@JohnBlum can answer better but if you’re running your Gemfire app as a Spring 
Boot app with the spring-boot-starter-actuator you should be able to use the 
health endpoint meaning the endpoint is already there for you to use.  You can 
also customize your endpoints if you need something unique to your application. 
See 
http://docs.spring.io/spring-boot/docs/current/reference/htmlsingle/#production-ready-health
 
<http://docs.spring.io/spring-boot/docs/current/reference/htmlsingle/#production-ready-health>.
  I noticed that Gemfire Health Indicator is not in the docs should be easy to 
add. 

Hope that helps,

Wayne


Wayne Lund
Platform Architect
916.296.1893
[email protected] <mailto:[email protected]>
www.pivotal.io <http://www.pivotal.io/>


> On Aug 8, 2016, at 12:34 PM, Nikhil Chandrappa <[email protected]> wrote:
> 
> We have a need to automatically failover traffic between PROD and DR Gemfire 
> clusters.
> 
> We are planning to implement lightweight Spring Boot Gemfire client app which 
> will be monitored by F5 load balancer. Say these apps expose a REST endpoint 
> which say "UP" or "DOWN" depending on weather Gemfire cluster is actively 
> serving requests.
> 
> One way we are thinking of implementing "Health Check" app is to handle 
> NoAvailableServersException. I believe this will only cover the scenario 
> where all the servers are down.

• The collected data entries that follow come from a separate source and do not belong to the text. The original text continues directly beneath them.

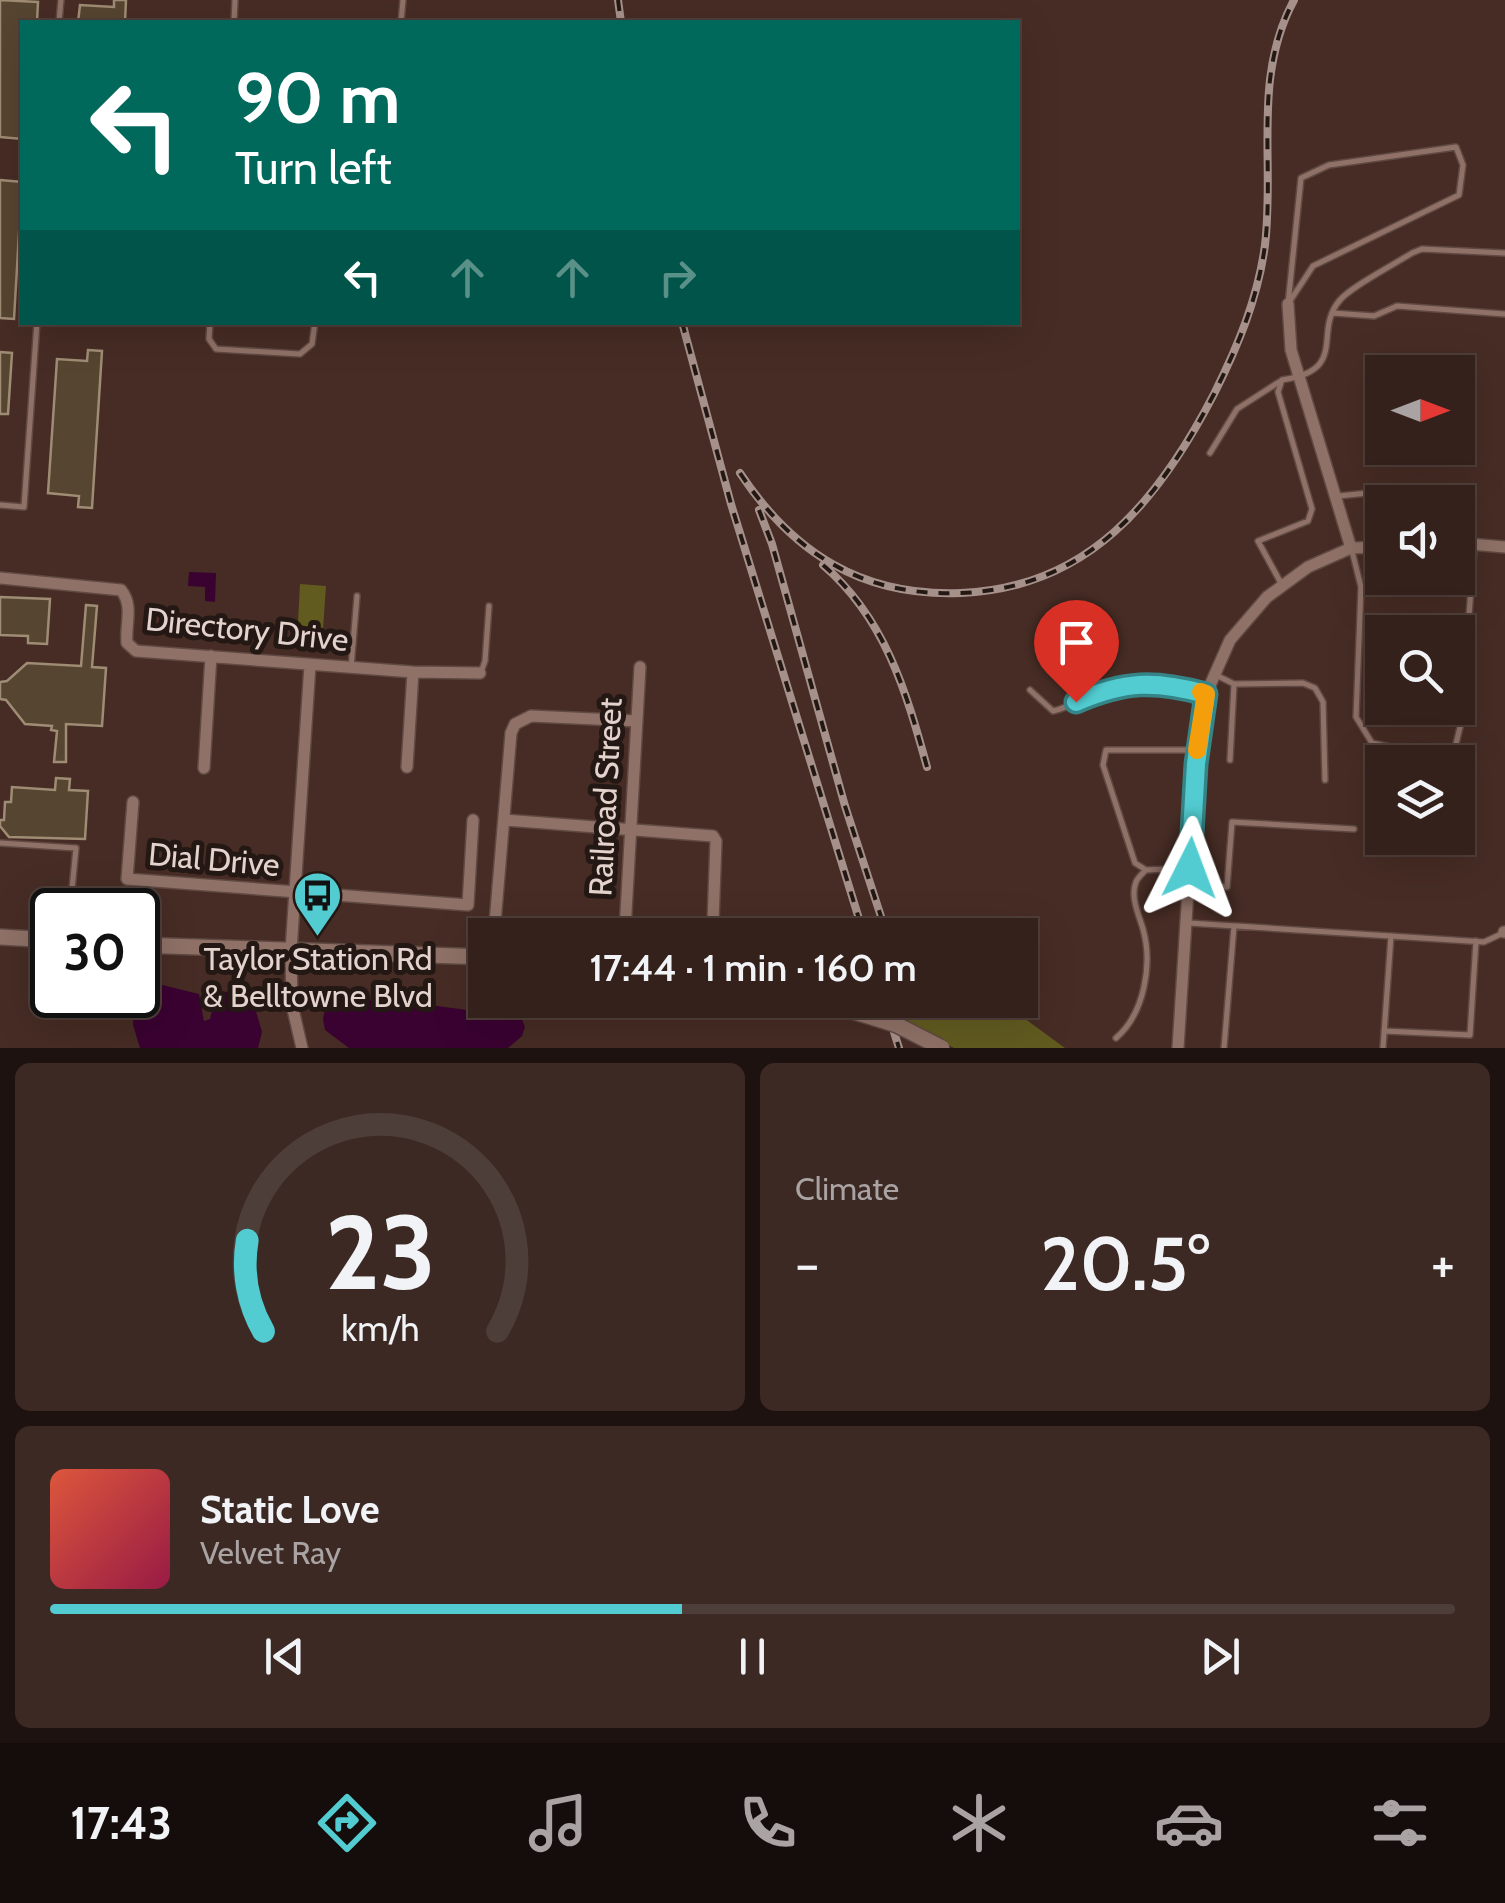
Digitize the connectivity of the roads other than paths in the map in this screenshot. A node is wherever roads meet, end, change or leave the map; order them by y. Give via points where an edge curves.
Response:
1 (1505, 254) edge
2 (1288, 304) junction
3 (1333, 313) junction
4 (1505, 314) edge
5 (37, 325) edge
6 (210, 325) edge
7 (315, 325) edge
8 (1300, 378) junction
9 (1282, 380) junction
10 (1210, 453) dead end
11 (1365, 494) edge
12 (1335, 497) junction
13 (0, 505) edge
14 (1475, 544) edge
15 (1505, 546) edge
16 (1365, 547) edge
17 (1351, 548) junction
18 (0, 578) edge
19 (1282, 586) junction
20 (1361, 587) junction
21 (1365, 587) edge
22 (1468, 595) edge
23 (357, 596) dead end
24 (489, 606) dead end
25 (211, 656) junction
26 (310, 665) junction
27 (640, 667) dead end
28 (351, 668) junction
29 (412, 672) junction
30 (480, 673) joint
31 (1215, 674) junction
32 (1234, 684) junction
33 (1030, 690) dead end
34 (1206, 694) junction
35 (636, 721) junction
36 (1197, 750) junction
37 (1230, 760) dead end
38 (407, 766) dead end
39 (204, 768) dead end
40 (1325, 780) dead end
41 (133, 802) dead end
42 (473, 820) dead end
43 (504, 820) junction
44 (1354, 828) dead end
45 (630, 829) junction
46 (0, 844) edge
47 (1190, 868) junction
48 (1146, 870) junction
49 (1189, 884) junction
50 (72, 888) edge
51 (294, 892) junction
52 (495, 918) edge
53 (626, 918) edge
54 (713, 918) edge
55 (1186, 923) junction
56 (1234, 926) junction
57 (1505, 933) edge
58 (0, 936) edge
59 (1391, 936) junction
60 (30, 938) edge
61 (1476, 941) junction
62 (160, 946) edge
63 (292, 951) junction
64 (468, 956) edge
65 (874, 1018) edge
66 (1384, 1032) junction
67 (1116, 1038) dead end
68 (302, 1048) edge
69 (942, 1048) edge
70 (1178, 1048) edge
71 (1224, 1048) edge
72 (1383, 1048) edge

1 - 3 lane via 1422,249 1340,299
2 - 2 lane via 1302,178 1329,165 1456,147 1463,165 1459,195 1313,266
2 - 8 street
3 - 4 lane via 1374,316 1397,306
3 - 8 lane via 1327,350 1318,367
5 - 13 lane via 24,506
6 - 7 lane via 216,349 300,354 312,344
8 - 9 lane
8 - 12 street
9 - 10 lane via 1237,409
9 - 19 lane via 1278,392 1312,509 1308,521 1258,540
11 - 12 lane
12 - 17 street
14 - 15 street
16 - 17 street
17 - 19 street
17 - 20 lane
18 - 25 street, Directory Drive via 122,590 130,648
19 - 31 street via 1230,640
20 - 21 lane
20 - 22 lane via 1356,717 1372,743 1417,753 1455,748
23 - 28 lane
24 - 30 lane
25 - 26 street, Directory Drive
25 - 39 street
26 - 28 street, Directory Drive
26 - 51 street
27 - 35 street, Railroad Street
28 - 29 street, Directory Drive
29 - 30 street, Directory Drive
29 - 38 street
31 - 32 lane
31 - 34 street
32 - 37 lane
32 - 40 lane via 1315,688 1323,702
33 - 34 lane via 1053,711 1129,683
34 - 36 street
35 - 43 street via 531,716 515,724
35 - 45 street, Railroad Street
36 - 47 street
36 - 48 lane via 1106,750 1103,766 1136,863
41 - 51 street, Dial Drive via 127,879
42 - 51 street, Dial Drive via 468,905
43 - 45 street
43 - 52 street
44 - 49 lane via 1232,822 1227,888
45 - 53 street, Railroad Street
45 - 54 street via 712,836
46 - 50 lane via 76,848
47 - 48 lane
47 - 49 street
48 - 67 lane via 1135,898 1146,979 1130,1026
49 - 55 street
51 - 63 street
55 - 56 lane
55 - 70 street
56 - 59 lane
56 - 71 lane
57 - 61 lane
58 - 60 main road
59 - 61 lane
59 - 66 lane
61 - 66 lane via 1470,1035
62 - 63 main road
63 - 64 main road
63 - 68 street via 292,1005
65 - 69 main road, bridge
66 - 72 lane

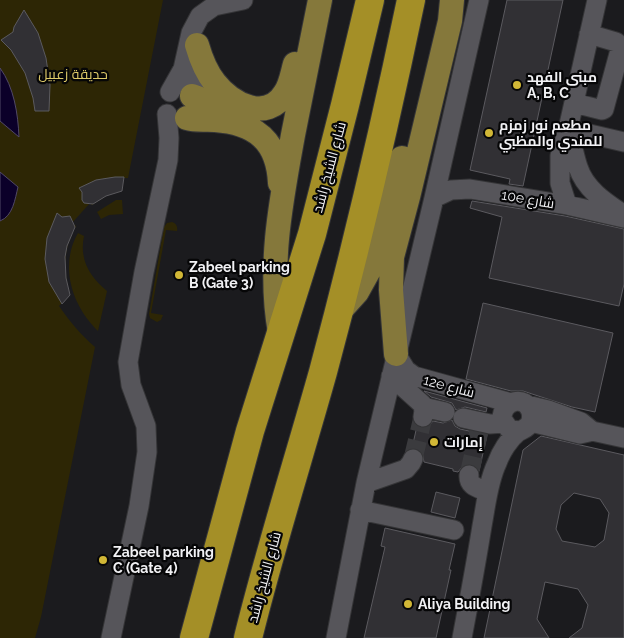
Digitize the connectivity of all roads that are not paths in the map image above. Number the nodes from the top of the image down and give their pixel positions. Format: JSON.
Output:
{"nodes":[{"id":1,"x":320,"y":0,"type":"edge"},
{"id":2,"x":370,"y":0,"type":"edge"},
{"id":3,"x":411,"y":0,"type":"edge"},
{"id":4,"x":446,"y":0,"type":"edge"},
{"id":5,"x":452,"y":0,"type":"edge"},
{"id":6,"x":479,"y":0,"type":"edge"},
{"id":7,"x":597,"y":0,"type":"edge"},
{"id":8,"x":238,"y":1,"type":"edge"},
{"id":9,"x":589,"y":34,"type":"junction"},
{"id":10,"x":312,"y":40,"type":"junction"},
{"id":11,"x":197,"y":45,"type":"junction"},
{"id":12,"x":574,"y":103,"type":"junction"},
{"id":13,"x":182,"y":105,"type":"junction"},
{"id":14,"x":256,"y":110,"type":"junction"},
{"id":15,"x":568,"y":129,"type":"junction"},
{"id":16,"x":624,"y":142,"type":"edge"},
{"id":17,"x":281,"y":198,"type":"junction"},
{"id":18,"x":434,"y":198,"type":"junction"},
{"id":19,"x":567,"y":205,"type":"junction"},
{"id":20,"x":624,"y":216,"type":"edge"},
{"id":21,"x":338,"y":314,"type":"junction"},
{"id":22,"x":280,"y":332,"type":"junction"},
{"id":23,"x":394,"y":365,"type":"junction"},
{"id":24,"x":445,"y":412,"type":"dead end"},
{"id":25,"x":463,"y":418,"type":"dead end"},
{"id":26,"x":516,"y":418,"type":"junction"},
{"id":27,"x":624,"y":438,"type":"edge"},
{"id":28,"x":412,"y":459,"type":"tunnel mouth"},
{"id":29,"x":469,"y":475,"type":"dead end"},
{"id":30,"x":366,"y":483,"type":"junction"},
{"id":31,"x":488,"y":492,"type":"junction"},
{"id":32,"x":360,"y":510,"type":"junction"},
{"id":33,"x":454,"y":530,"type":"dead end"},
{"id":34,"x":261,"y":584,"type":"junction"},
{"id":35,"x":111,"y":638,"type":"edge"},
{"id":36,"x":194,"y":638,"type":"edge"},
{"id":37,"x":248,"y":638,"type":"edge"},
{"id":38,"x":261,"y":638,"type":"edge"},
{"id":39,"x":336,"y":638,"type":"edge"},
{"id":40,"x":462,"y":638,"type":"edge"}],
"edges":[{"from":1,"to":10,"type":"main road","name":"شارع الشيخ راشد"},
{"from":2,"to":22,"type":"highway","name":"شارع الشيخ راشد"},
{"from":3,"to":21,"type":"highway","name":"شارع الشيخ راشد"},
{"from":4,"to":21,"type":"main road","name":"شارع الشيخ راشد"},
{"from":5,"to":23,"type":"main road"},
{"from":6,"to":18,"type":"street"},
{"from":7,"to":9,"type":"street"},
{"from":8,"to":11,"type":"street"},
{"from":8,"to":13,"type":"street"},
{"from":9,"to":12,"type":"street"},
{"from":9,"to":12,"type":"street"},
{"from":10,"to":14,"type":"main road"},
{"from":10,"to":17,"type":"main road","name":"شارع الشيخ راشد"},
{"from":11,"to":13,"type":"street"},
{"from":11,"to":14,"type":"main road"},
{"from":12,"to":15,"type":"street"},
{"from":13,"to":14,"type":"main road"},
{"from":13,"to":17,"type":"main road"},
{"from":13,"to":35,"type":"street"},
{"from":15,"to":16,"type":"street"},
{"from":15,"to":19,"type":"street"},
{"from":15,"to":20,"type":"street"},
{"from":17,"to":22,"type":"main road","name":"شارع الشيخ راشد"},
{"from":18,"to":19,"type":"street","name":"10e شارع"},
{"from":18,"to":23,"type":"street"},
{"from":19,"to":20,"type":"street","name":"10e شارع"},
{"from":21,"to":34,"type":"highway","name":"شارع الشيخ راشد"},
{"from":22,"to":36,"type":"highway","name":"شارع الشيخ راشد"},
{"from":23,"to":24,"type":"street"},
{"from":23,"to":26,"type":"street","name":"12e شارع"},
{"from":23,"to":30,"type":"street"},
{"from":25,"to":26,"type":"street"},
{"from":26,"to":27,"type":"street","name":"12e شارع"},
{"from":26,"to":31,"type":"street"},
{"from":28,"to":30,"type":"street"},
{"from":29,"to":31,"type":"street"},
{"from":30,"to":32,"type":"street"},
{"from":31,"to":40,"type":"street"},
{"from":32,"to":33,"type":"street"},
{"from":32,"to":39,"type":"street"},
{"from":34,"to":37,"type":"highway","name":"شارع الشيخ راشد"},
{"from":34,"to":38,"type":"highway"}]}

We wanted to know, list of failure scenarios 
> to be handled in Gemfire client to determine whether cluster is running or 
> not.
> 
> We wanted to check with community if any one has implemented Health Check 
> styled apps for Gemfire cluster and can share insights with us. 
> 
> Thanks,
> Nikhil Chandrappa
> 
> 
> 
> 
> 
> 
> 
> 
> 
> 
> -- 
> Nikhil Chandrappa | Data Engineer | New York
> 
> (315) 396 - 3789 <tel:(315)+396+-+3789> | [email protected] 
> <mailto:[email protected]> | Pivotal Software Inc.